> To do: Below are records; copy every line in them that holds the word "Context".

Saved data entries
········

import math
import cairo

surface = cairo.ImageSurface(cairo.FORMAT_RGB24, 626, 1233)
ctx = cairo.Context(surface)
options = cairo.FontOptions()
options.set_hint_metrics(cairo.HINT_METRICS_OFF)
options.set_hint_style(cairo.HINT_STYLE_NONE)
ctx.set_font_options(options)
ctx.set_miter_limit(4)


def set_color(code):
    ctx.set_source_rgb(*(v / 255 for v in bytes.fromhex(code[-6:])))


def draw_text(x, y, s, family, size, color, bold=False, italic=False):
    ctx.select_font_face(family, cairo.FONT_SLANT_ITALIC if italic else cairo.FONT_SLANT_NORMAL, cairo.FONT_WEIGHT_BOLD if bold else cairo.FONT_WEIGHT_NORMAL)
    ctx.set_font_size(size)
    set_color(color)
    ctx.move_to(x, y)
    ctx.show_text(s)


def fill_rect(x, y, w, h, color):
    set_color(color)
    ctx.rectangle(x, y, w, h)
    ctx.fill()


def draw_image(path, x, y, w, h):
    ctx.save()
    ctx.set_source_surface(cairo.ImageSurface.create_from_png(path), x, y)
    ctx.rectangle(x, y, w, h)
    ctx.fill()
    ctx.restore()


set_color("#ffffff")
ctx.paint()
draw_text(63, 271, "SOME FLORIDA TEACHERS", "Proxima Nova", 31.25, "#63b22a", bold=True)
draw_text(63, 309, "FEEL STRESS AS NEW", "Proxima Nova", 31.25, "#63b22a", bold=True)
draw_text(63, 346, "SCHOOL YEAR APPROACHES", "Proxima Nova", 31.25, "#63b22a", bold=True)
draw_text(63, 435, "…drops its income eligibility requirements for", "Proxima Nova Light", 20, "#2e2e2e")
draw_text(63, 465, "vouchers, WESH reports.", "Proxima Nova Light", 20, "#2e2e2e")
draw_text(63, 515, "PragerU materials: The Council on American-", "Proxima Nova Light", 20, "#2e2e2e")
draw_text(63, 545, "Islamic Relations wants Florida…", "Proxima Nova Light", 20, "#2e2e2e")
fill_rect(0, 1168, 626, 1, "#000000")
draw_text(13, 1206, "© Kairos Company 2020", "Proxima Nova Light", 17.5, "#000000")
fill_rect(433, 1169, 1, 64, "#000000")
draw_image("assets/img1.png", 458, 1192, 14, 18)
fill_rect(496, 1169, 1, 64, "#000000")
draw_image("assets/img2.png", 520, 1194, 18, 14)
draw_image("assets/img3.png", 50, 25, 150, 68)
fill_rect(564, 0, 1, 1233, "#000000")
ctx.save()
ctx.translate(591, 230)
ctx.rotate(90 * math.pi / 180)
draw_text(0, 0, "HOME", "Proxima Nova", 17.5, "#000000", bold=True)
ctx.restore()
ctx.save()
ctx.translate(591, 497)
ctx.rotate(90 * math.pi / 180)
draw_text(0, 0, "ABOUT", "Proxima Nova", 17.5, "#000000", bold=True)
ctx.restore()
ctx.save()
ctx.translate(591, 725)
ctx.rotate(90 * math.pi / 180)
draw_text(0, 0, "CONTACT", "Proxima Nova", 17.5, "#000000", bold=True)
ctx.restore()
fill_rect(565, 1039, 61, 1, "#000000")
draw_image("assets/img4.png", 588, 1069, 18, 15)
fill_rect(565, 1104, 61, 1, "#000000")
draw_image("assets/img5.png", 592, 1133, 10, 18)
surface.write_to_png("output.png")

········

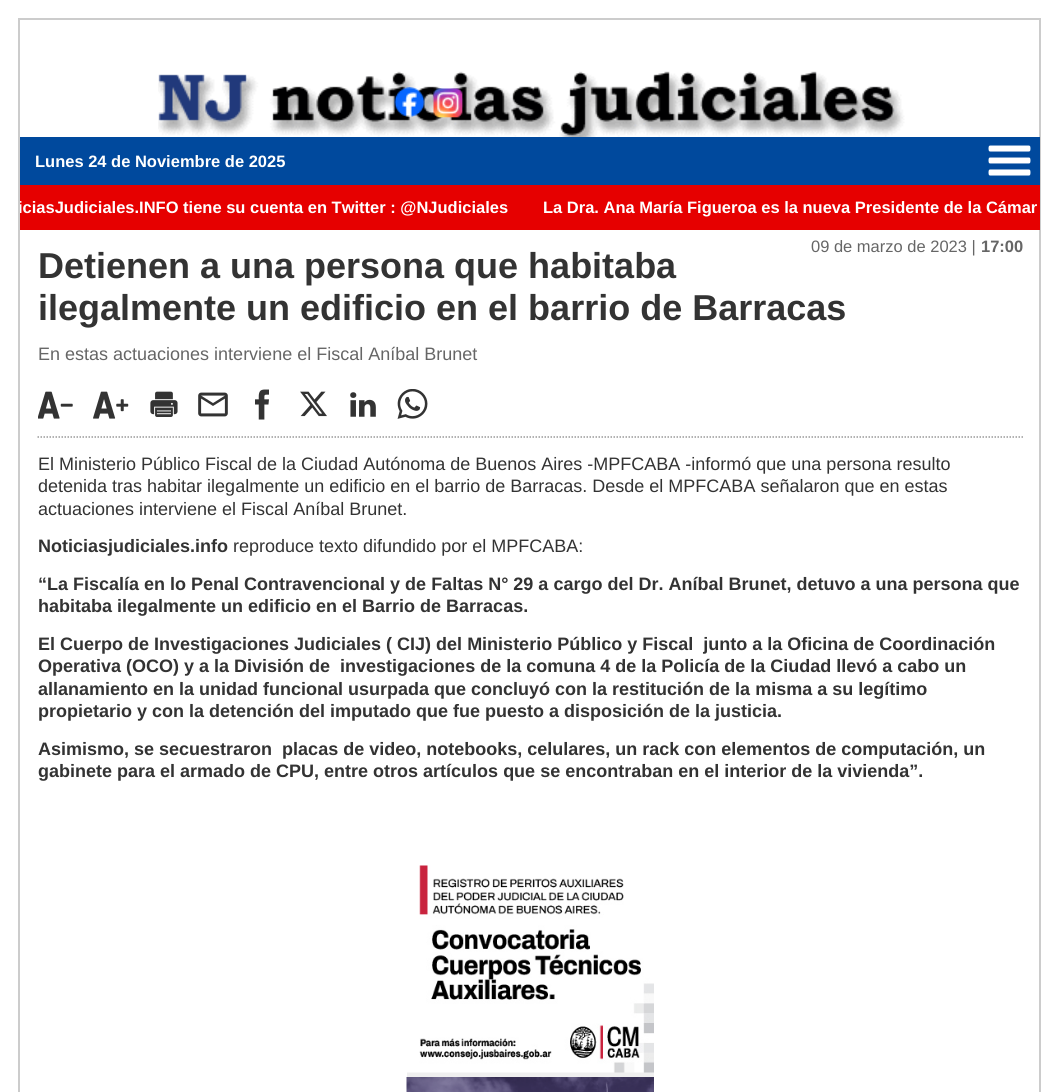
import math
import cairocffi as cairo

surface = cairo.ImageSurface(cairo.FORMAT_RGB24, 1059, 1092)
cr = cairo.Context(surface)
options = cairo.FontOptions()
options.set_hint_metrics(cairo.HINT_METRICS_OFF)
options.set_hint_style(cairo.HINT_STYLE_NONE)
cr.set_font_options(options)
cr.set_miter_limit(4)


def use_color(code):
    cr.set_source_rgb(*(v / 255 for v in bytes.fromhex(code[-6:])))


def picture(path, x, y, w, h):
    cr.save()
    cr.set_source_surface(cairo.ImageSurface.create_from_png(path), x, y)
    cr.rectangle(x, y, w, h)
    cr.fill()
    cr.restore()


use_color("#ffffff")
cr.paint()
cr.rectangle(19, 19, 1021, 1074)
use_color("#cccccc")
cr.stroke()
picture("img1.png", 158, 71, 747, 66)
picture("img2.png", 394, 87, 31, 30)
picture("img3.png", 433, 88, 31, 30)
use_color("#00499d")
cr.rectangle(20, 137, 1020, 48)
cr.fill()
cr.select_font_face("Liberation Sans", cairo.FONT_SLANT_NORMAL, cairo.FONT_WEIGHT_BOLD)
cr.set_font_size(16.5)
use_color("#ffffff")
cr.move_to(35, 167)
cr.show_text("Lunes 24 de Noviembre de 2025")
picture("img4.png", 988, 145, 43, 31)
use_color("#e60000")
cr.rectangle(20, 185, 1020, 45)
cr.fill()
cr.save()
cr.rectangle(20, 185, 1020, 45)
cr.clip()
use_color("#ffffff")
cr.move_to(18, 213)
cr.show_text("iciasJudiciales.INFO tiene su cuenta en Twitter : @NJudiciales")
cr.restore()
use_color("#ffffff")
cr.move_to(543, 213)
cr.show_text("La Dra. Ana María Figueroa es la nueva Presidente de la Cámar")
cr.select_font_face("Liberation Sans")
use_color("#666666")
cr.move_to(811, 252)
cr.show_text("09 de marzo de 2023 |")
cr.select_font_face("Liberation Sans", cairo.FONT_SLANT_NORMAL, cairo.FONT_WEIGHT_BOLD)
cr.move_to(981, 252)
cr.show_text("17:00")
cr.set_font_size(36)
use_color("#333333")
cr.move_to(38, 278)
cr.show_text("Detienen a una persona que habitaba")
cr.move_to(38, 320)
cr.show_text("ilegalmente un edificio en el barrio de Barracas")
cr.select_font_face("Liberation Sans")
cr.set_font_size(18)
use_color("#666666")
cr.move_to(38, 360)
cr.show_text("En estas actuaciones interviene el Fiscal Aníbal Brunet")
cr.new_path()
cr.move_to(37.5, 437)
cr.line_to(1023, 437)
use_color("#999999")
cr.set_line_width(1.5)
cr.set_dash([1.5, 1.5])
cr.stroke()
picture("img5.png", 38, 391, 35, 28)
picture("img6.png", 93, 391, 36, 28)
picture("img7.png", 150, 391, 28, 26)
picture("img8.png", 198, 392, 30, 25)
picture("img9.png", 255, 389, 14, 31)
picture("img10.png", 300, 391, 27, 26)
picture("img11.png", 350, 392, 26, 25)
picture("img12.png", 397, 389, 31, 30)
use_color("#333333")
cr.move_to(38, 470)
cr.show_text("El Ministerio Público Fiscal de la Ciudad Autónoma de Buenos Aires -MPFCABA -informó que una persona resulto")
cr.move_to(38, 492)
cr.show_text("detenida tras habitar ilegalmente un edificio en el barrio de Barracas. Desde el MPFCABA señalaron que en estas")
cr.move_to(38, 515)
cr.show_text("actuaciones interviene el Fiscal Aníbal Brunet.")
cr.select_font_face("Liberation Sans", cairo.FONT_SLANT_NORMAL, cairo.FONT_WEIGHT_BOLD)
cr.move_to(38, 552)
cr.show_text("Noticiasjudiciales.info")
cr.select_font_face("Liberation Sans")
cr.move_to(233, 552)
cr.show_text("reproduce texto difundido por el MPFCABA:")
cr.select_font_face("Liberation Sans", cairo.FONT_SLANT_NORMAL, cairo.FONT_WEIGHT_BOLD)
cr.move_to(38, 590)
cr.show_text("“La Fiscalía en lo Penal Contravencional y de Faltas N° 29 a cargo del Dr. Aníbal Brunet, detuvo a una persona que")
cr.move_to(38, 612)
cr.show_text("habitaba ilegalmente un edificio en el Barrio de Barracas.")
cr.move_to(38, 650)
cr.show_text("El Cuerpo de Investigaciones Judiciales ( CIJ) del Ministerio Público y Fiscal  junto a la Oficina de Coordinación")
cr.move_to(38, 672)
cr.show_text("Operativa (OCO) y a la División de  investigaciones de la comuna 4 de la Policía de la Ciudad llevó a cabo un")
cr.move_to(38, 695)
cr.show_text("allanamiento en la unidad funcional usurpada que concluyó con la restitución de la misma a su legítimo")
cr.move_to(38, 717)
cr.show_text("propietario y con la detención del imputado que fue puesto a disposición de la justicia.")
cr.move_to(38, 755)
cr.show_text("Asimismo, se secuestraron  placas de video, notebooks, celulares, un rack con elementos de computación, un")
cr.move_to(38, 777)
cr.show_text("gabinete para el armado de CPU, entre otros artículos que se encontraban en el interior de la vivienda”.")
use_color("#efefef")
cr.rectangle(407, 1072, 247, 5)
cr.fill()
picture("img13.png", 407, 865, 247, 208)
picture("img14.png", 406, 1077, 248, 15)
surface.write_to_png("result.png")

········

> Task solution:
ctx = cairo.Context(surface)
cr = cairo.Context(surface)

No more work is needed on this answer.